Microempresárias do setor de turismo que enfrentam situações de violência doméstica ou de gênero agora têm à disposição um novo suporte financeiro. O Fundo Geral de Turismo (Fungetur) anunciou a possibilidade de suspensão temporária dos pagamentos de financiamentos, além da ampliação dos prazos de carência, em uma medida destinada a oferecer proteção e suporte econômico a essas mulheres.
Medidas Anunciadas pelo Ministério do Turismo
As novas diretrizes foram reveladas pelo ministro do Turismo, Gustavo Feliciano, durante o Fórum Internacional de Mulheres no Turismo, realizado em João Pessoa (PB). De acordo com o ministro, a iniciativa visa proporcionar maior estabilidade às mulheres que enfrentam dificuldades, permitindo que elas posterguem os pagamentos e, assim, preservem seus negócios até que consigam se reestabelecer.
Alterações Nos Prazos de Financiamento
As alterações nas regras operacionais do Fungetur são significativas. As microempreendedoras poderão solicitar a suspensão dos pagamentos por até seis meses. Adicionalmente, o prazo de amortização para investimentos em capital fixo poderá ser ampliado de 240 para 246 meses, com um aumento na carência de 60 para 66 meses. Para financiamentos de bens, a amortização também será estendida para 126 meses, com carência de 54 meses.
Requisitos para Acesso ao Benefício
Para se beneficiar das novas condições, as interessadas devem comprovar que são vítimas de violência, conforme definido na Lei Maria da Penha. Isso inclui a apresentação de documentos oficiais, como medidas protetivas, decisões judiciais ou boletins de ocorrência, que comprovem a situação de vulnerabilidade.
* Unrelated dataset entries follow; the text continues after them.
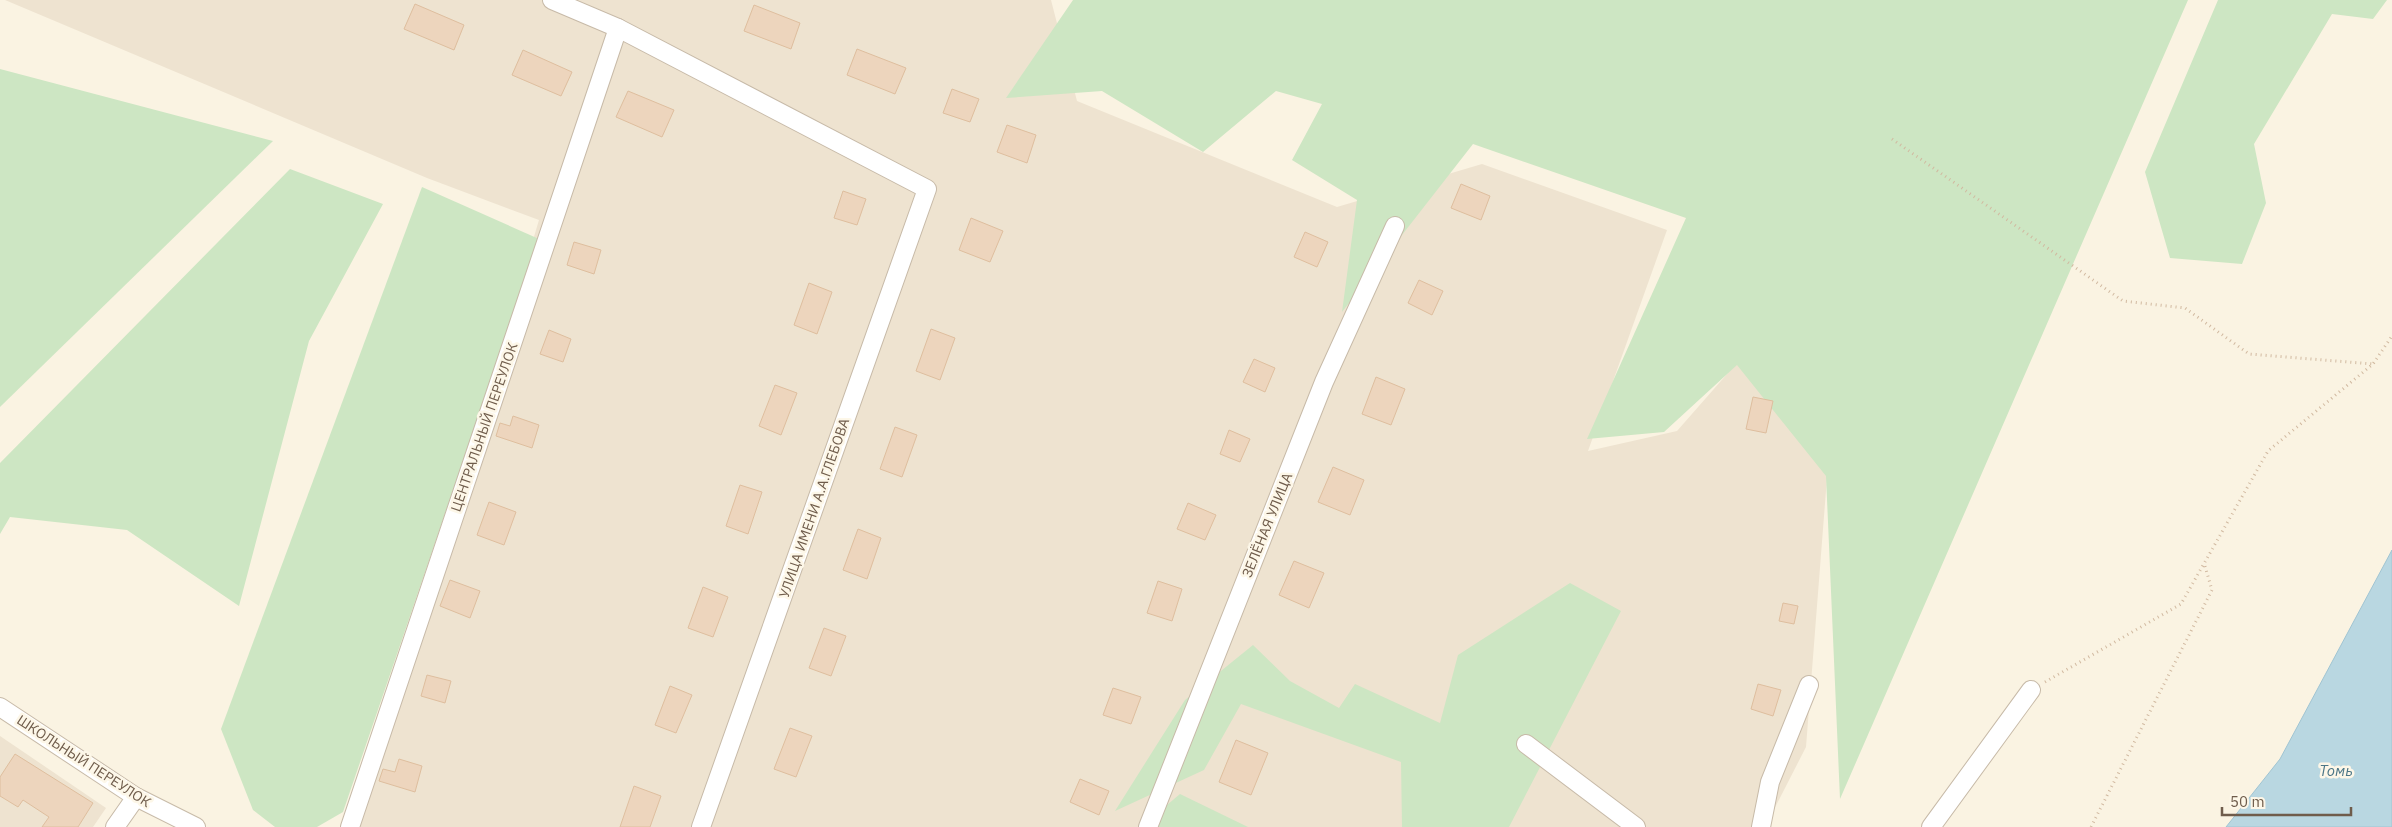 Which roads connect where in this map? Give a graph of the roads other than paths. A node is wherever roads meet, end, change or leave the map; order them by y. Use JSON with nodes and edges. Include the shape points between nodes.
{"nodes":[{"id":1,"x":552,"y":0,"type":"edge"},
{"id":2,"x":618,"y":28,"type":"junction"},
{"id":3,"x":1395,"y":226,"type":"dead end"},
{"id":4,"x":1809,"y":684,"type":"dead end"},
{"id":5,"x":2031,"y":690,"type":"road end"},
{"id":6,"x":0,"y":707,"type":"edge"},
{"id":7,"x":1526,"y":744,"type":"dead end"},
{"id":8,"x":136,"y":797,"type":"junction"},
{"id":9,"x":115,"y":827,"type":"edge"},
{"id":10,"x":196,"y":827,"type":"edge"},
{"id":11,"x":350,"y":827,"type":"edge"},
{"id":12,"x":702,"y":827,"type":"edge"},
{"id":13,"x":1148,"y":827,"type":"edge"},
{"id":14,"x":1636,"y":827,"type":"edge"},
{"id":15,"x":1761,"y":827,"type":"edge"},
{"id":16,"x":1931,"y":827,"type":"edge"}],
"edges":[{"from":1,"to":2,"type":"street"},
{"from":2,"to":11,"type":"street","name":"ЦЕНТРАЛЬНЫЙ ПЕРЕУЛОК"},
{"from":2,"to":12,"type":"street","name":"УЛИЦА ИМЕНИ А.А.ГЛЕБОВА","via":[[927,189]]},
{"from":3,"to":13,"type":"street","name":"ЗЕЛЁНАЯ УЛИЦА","via":[[1324,382]]},
{"from":4,"to":15,"type":"street","via":[[1770,782]]},
{"from":5,"to":16,"type":"street"},
{"from":6,"to":8,"type":"street","name":"ШКОЛЬНЫЙ ПЕРЕУЛОК"},
{"from":7,"to":14,"type":"street"},
{"from":8,"to":9,"type":"street"},
{"from":8,"to":10,"type":"street","name":"ШКОЛЬНЫЙ ПЕРЕУЛОК"}]}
Impacto Social e Econômico da Medida
O ministro enfatizou que essa ação representa uma salvaguarda importante para o mercado de trabalho. Dados do Anuário Brasileiro de Segurança Pública indicam que o Brasil registra anualmente mais de um milhão de atendimentos relacionados à violência de gênero. Com mais de 10 milhões de mulheres gerenciando negócios no país, a expectativa é que essas novas condições ajudem a minimizar os efeitos econômicos da violência sobre as empreendedoras e a fortalecer sua autonomia financeira.
Conclusão
Essas medidas representam um avanço significativo na proteção e no apoio às microempreendedoras que enfrentam a violência. Ao facilitar o acesso ao crédito e oferecer prazos mais flexíveis, o governo busca não apenas amparar essas mulheres em momentos difíceis, mas também promover a sustentabilidade de seus negócios e a equidade de gênero no setor turístico.